The Contenders for Select Committee Chairs, 2017 edition

Following the early General Election, all House of Commons select committees have had to be reconstituted. Marc Geddes, Co-Convenor of the PSA Parliaments Group, looks ahead to this week’s elections for Committee Chairs. 

The process

Nominations opened on Wednesday, 05 July and closed at 3pm on Friday, 07 July. In order to stand:

  • MPs must have the support of 15 MPs from their own party or 10% of all the party’s MPs (whichever is fewer).
  • Up to five MPs elected to the House as members of another party may also sign the statement.

The elections will take place on Wednesday, 12 July. All MPs can vote in the elections, which is held by secret ballot. This means that there will be some room for jostling and canvassing.

Which committees are being contested?

Business, Energy and Industrial Strategy (BEIS)
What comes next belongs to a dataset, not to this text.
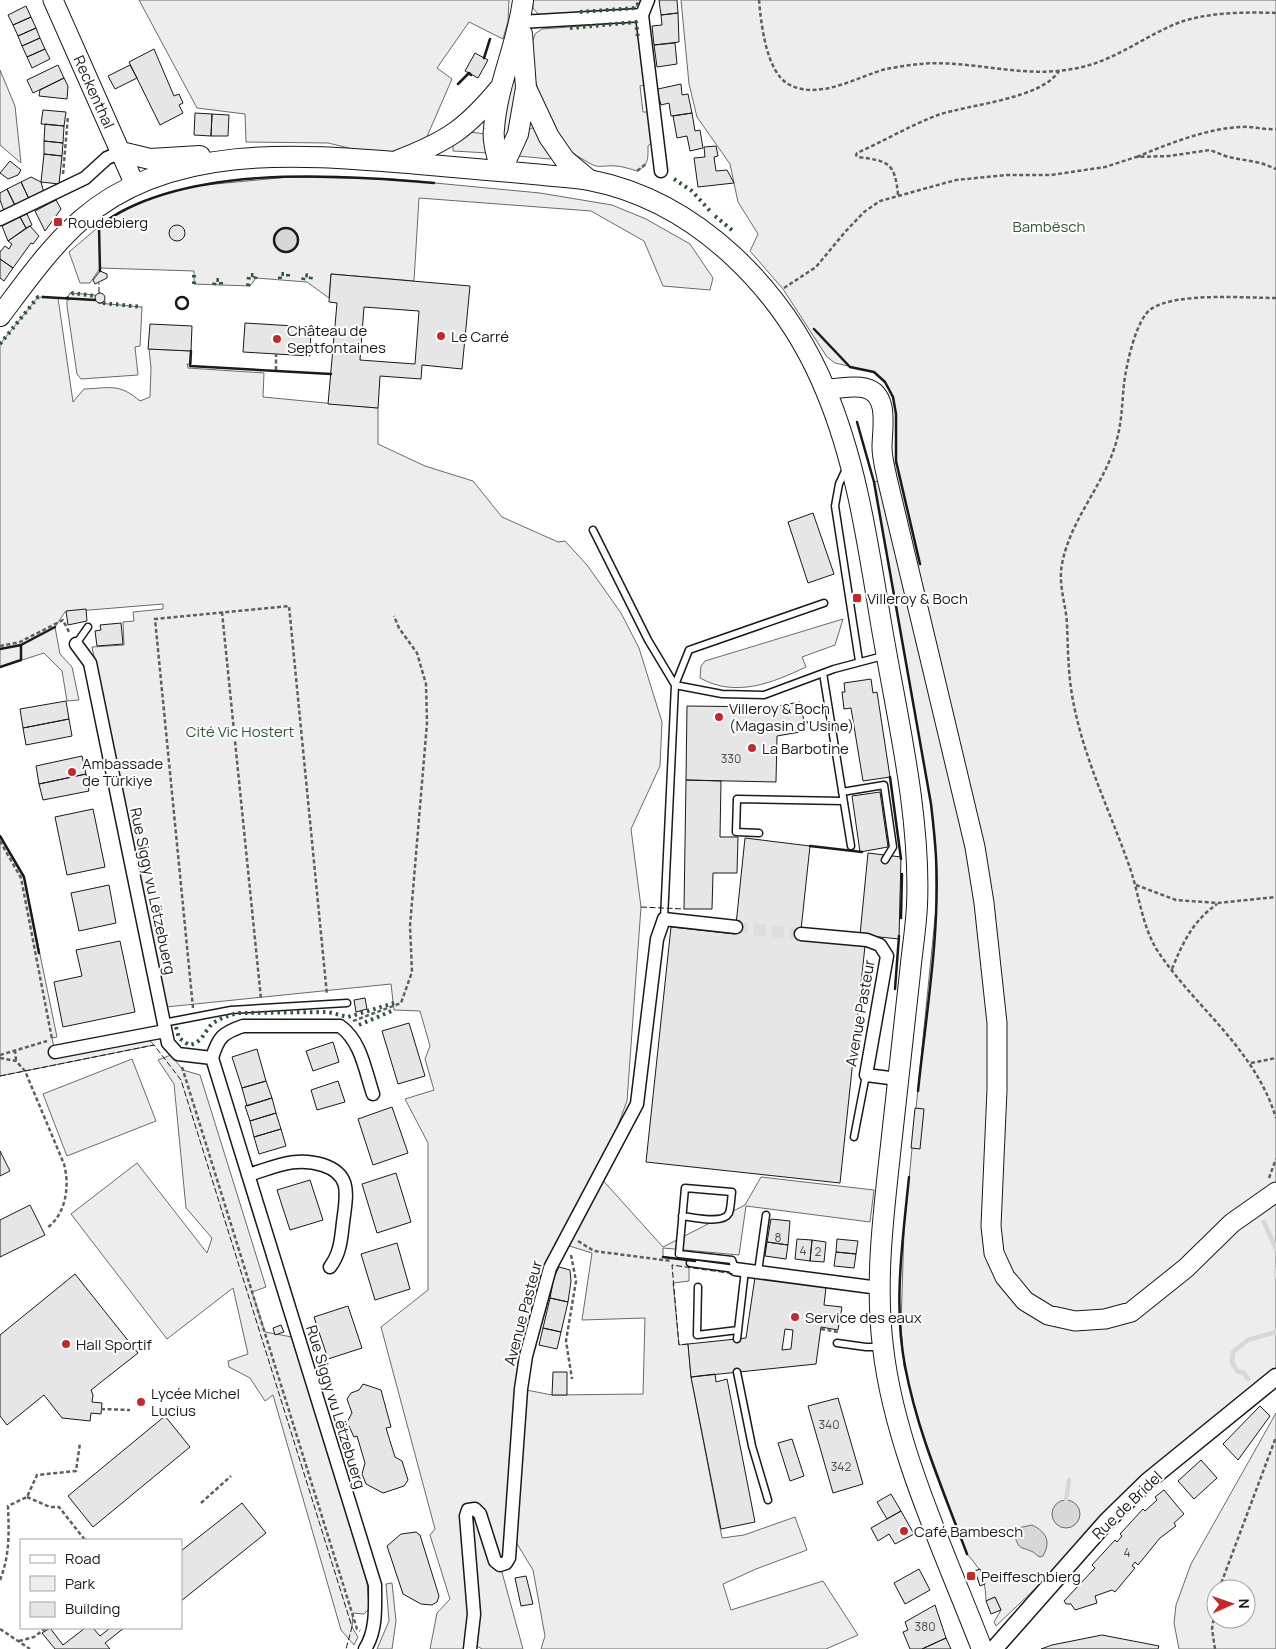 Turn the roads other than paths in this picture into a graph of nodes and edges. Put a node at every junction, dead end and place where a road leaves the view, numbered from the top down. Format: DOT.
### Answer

Held by Labour since 2010. The previous chair is Iain Wright, who stood down at the 2017 general election. So we have an open field, consisting of the following candidates:

  • Liam Byrne
  • Ian C. Lucas
  • Albert Owen
  • Rachel Reeves

Note that that there are two candidates here from the former Labour frontbench team – Corbyn’s leadership of the party continues to move former aspiring ministers to committee positions. All have select committee experience, but only Albert Owen has sat on this committee before.

Communities and Local Government (CLG)

Held by Labour since at least 2005. The previous chair, Clive Betts, is re-standing, having been its chair since 2010. However, he is being challenged by David Lammy, who has been vocal over the Grenfell atrocity and arguably more high-profile than the incumbent. The coming months will be very important for the committee, so this is definitely an election to watch.


Held by the Conservatives since at least 2005. Dr Julian Lewis is re-standing as chair, a position he has held since 2015. He is being challenged by Johnny Mercer.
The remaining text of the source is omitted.